» Your instructions
The records that follow must be transcribed exactly, each one in full.

═════ Input data

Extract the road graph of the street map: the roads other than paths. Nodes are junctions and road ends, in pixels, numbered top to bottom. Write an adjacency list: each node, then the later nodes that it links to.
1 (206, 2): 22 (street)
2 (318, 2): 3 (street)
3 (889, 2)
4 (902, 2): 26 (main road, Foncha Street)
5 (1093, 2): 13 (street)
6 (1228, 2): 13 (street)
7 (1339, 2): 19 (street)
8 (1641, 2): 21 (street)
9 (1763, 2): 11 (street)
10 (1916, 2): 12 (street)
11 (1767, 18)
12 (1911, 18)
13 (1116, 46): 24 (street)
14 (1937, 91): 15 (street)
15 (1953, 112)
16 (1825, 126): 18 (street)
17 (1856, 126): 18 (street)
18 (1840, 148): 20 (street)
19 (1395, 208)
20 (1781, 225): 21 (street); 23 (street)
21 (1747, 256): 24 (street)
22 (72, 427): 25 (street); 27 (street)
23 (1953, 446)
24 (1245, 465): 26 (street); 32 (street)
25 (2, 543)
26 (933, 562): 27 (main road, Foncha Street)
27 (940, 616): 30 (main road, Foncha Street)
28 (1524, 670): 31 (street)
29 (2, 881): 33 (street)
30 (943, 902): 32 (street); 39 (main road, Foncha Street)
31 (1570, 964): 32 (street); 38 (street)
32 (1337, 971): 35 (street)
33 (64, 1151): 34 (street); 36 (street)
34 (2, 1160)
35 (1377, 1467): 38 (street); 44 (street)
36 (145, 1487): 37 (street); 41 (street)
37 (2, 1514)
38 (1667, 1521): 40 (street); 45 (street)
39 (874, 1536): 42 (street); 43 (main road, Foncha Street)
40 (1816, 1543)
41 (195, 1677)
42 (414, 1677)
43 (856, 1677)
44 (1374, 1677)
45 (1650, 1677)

══════════

» Task result
Extract the road graph of the street map: the roads other than paths. Nodes are junctions and road ends, in pixels, numbered top to bottom. Write an adjacency list: each node, then the later nodes that it links to.
1 (206, 2): 22 (street)
2 (318, 2): 3 (street)
3 (889, 2)
4 (902, 2): 26 (main road, Foncha Street)
5 (1093, 2): 13 (street)
6 (1228, 2): 13 (street)
7 (1339, 2): 19 (street)
8 (1641, 2): 21 (street)
9 (1763, 2): 11 (street)
10 (1916, 2): 12 (street)
11 (1767, 18)
12 (1911, 18)
13 (1116, 46): 24 (street)
14 (1937, 91): 15 (street)
15 (1953, 112)
16 (1825, 126): 18 (street)
17 (1856, 126): 18 (street)
18 (1840, 148): 20 (street)
19 (1395, 208)
20 (1781, 225): 21 (street); 23 (street)
21 (1747, 256): 24 (street)
22 (72, 427): 25 (street); 27 (street)
23 (1953, 446)
24 (1245, 465): 26 (street); 32 (street)
25 (2, 543)
26 (933, 562): 27 (main road, Foncha Street)
27 (940, 616): 30 (main road, Foncha Street)
28 (1524, 670): 31 (street)
29 (2, 881): 33 (street)
30 (943, 902): 32 (street); 39 (main road, Foncha Street)
31 (1570, 964): 32 (street); 38 (street)
32 (1337, 971): 35 (street)
33 (64, 1151): 34 (street); 36 (street)
34 (2, 1160)
35 (1377, 1467): 38 (street); 44 (street)
36 (145, 1487): 37 (street); 41 (street)
37 (2, 1514)
38 (1667, 1521): 40 (street); 45 (street)
39 (874, 1536): 42 (street); 43 (main road, Foncha Street)
40 (1816, 1543)
41 (195, 1677)
42 (414, 1677)
43 (856, 1677)
44 (1374, 1677)
45 (1650, 1677)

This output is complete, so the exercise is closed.